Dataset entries

▬▬▬▬▬▬▬▬▬▬

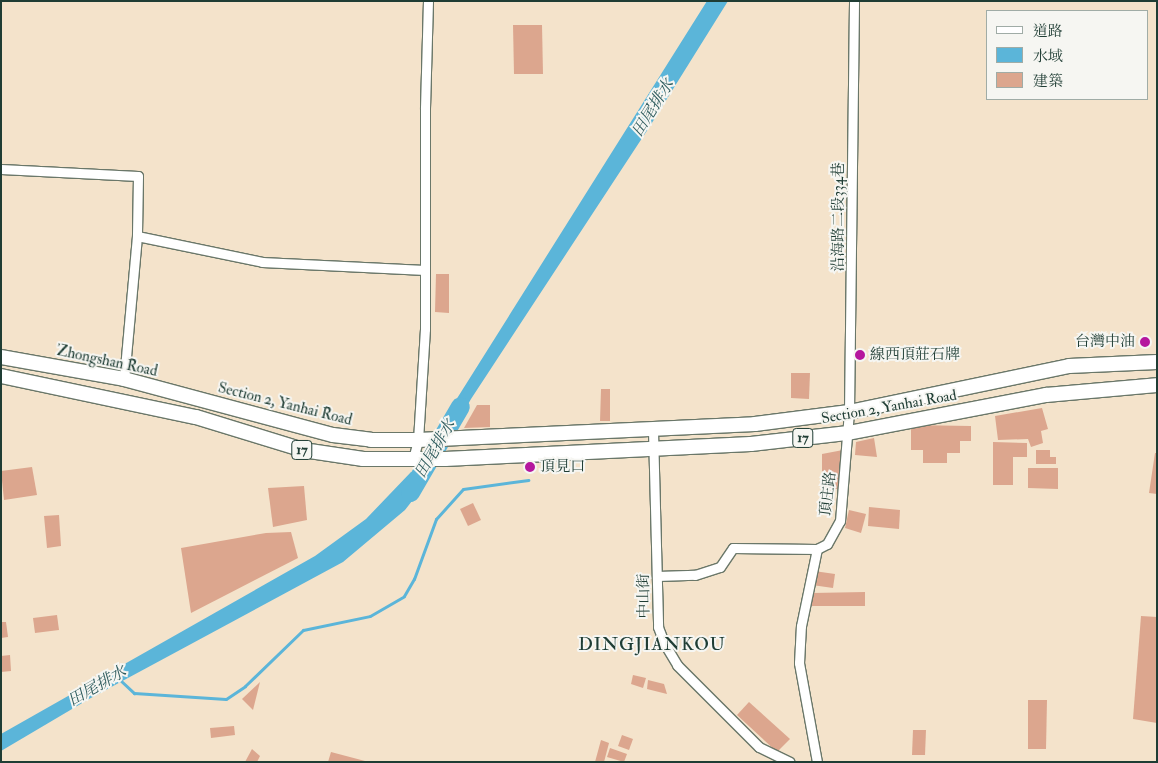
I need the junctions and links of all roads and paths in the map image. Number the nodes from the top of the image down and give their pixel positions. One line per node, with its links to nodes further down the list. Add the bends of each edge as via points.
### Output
1 (428, 1): 5 (street)
2 (854, 1): 12 (street, 沿海路二段334巷)
3 (1, 169): 4 (street, via 138,176)
4 (137, 236): 5 (street, via 262,262); 9 (street)
5 (425, 270): 15 (street)
6 (1, 357): 9 (main road, Zhongshan Road / 17)
7 (1157, 362): 12 (main road, Section 2, Yanhai Road / 17, via 1069,366)
8 (1, 376): 17 (main road, 17, via 196,417 303,450 363,459)
9 (124, 379): 11 (main road, Zhongshan Road / 17)
10 (1153, 386): 14 (main road, Section 2, Yanhai Road / 17, via 1046,395)
11 (206, 400): 15 (main road, Section 2, Yanhai Road / 17, via 333,435 371,440)
12 (849, 412): 13 (main road, Section 2, Yanhai Road / 17, via 755,424); 14 (street, 沿海路二段334巷)
13 (653, 431): 15 (main road, Section 2, Yanhai Road / 17); 16 (street, 中山街)
14 (848, 433): 16 (main road, Section 2, Yanhai Road / 17, via 752,444); 18 (street, 頂庄路, via 840,521 827,544)
15 (418, 440): 17 (street)
16 (654, 450): 17 (main road, Section 2, Yanhai Road / 17); 19 (street, 中山街)
17 (413, 459)
18 (817, 548): 19 (street, via 733,548 720,568 695,575); 21 (street, via 801,626 799,663)
19 (657, 576): 20 (street, 中山街, via 658,627 677,665 759,747)
20 (790, 762)
21 (817, 762)

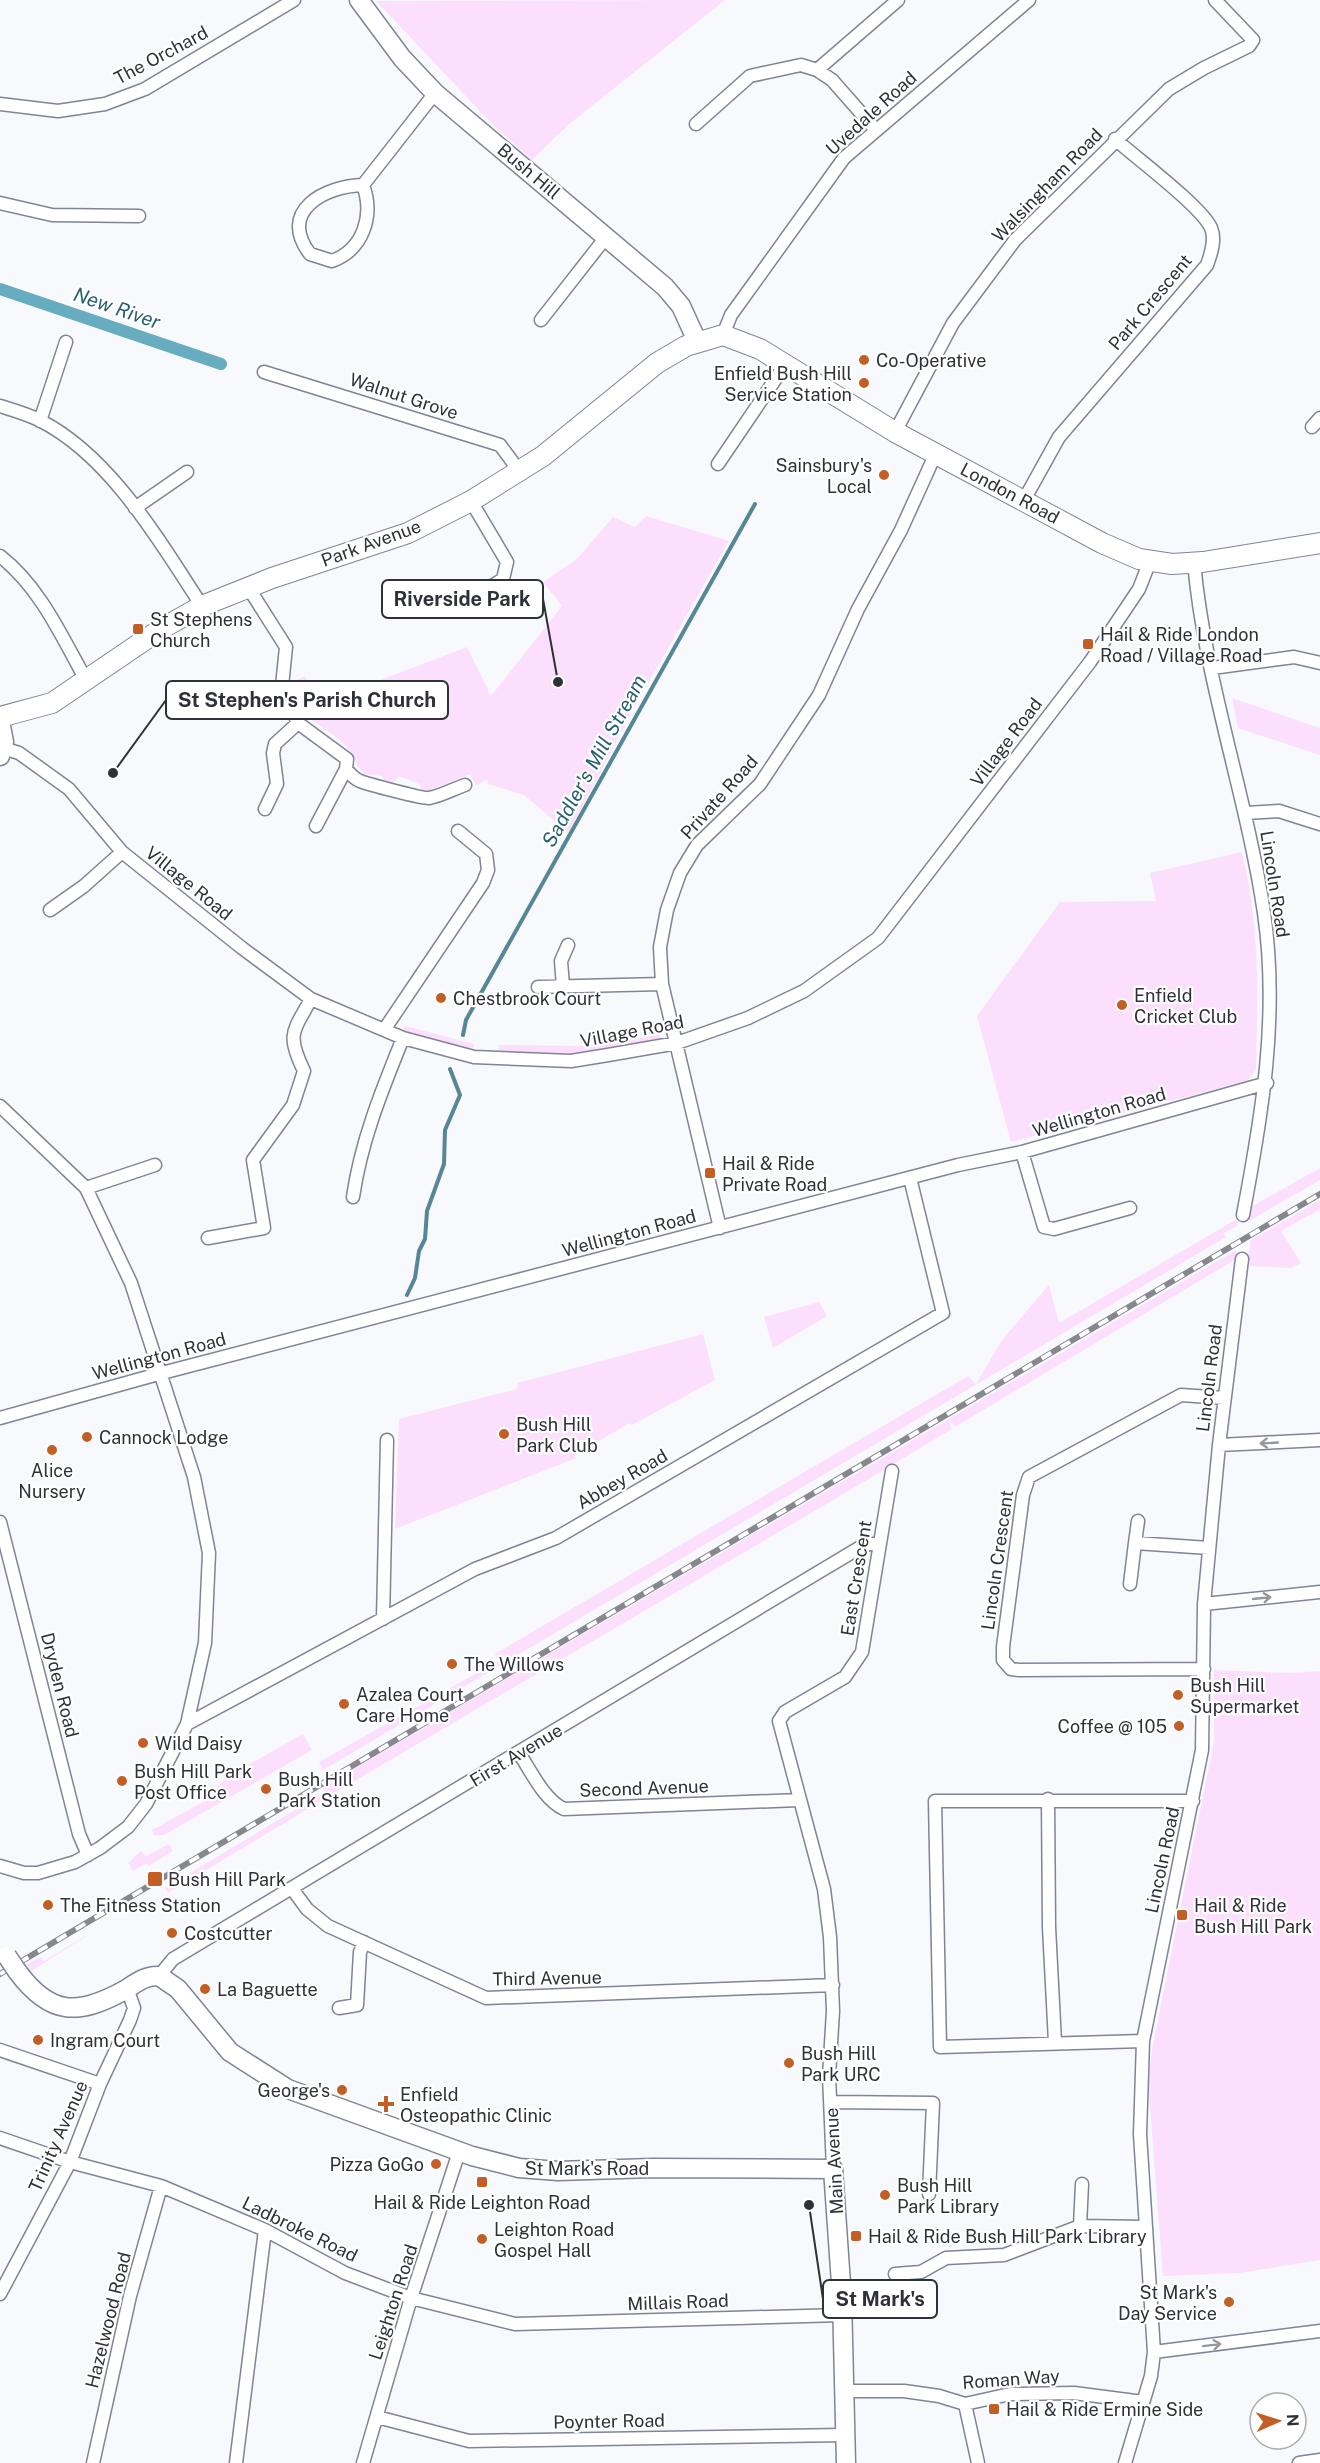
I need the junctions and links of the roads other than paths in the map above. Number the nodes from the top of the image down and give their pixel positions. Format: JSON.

▬▬▬▬▬▬▬▬▬▬

▶ [Exercise objective]: Where a line above contains the word "junctions", show that line.

▶ [Response area]:
I need the junctions and links of all roads and paths in the map image. Number the nodes from the top of the image down and give their pixel positions. One line per node, with its links to nodes further down the list. Add the bends of each edge as via points.
I need the junctions and links of the roads other than paths in the map above. Number the nodes from the top of the image down and give their pixel positions. Format: JSON.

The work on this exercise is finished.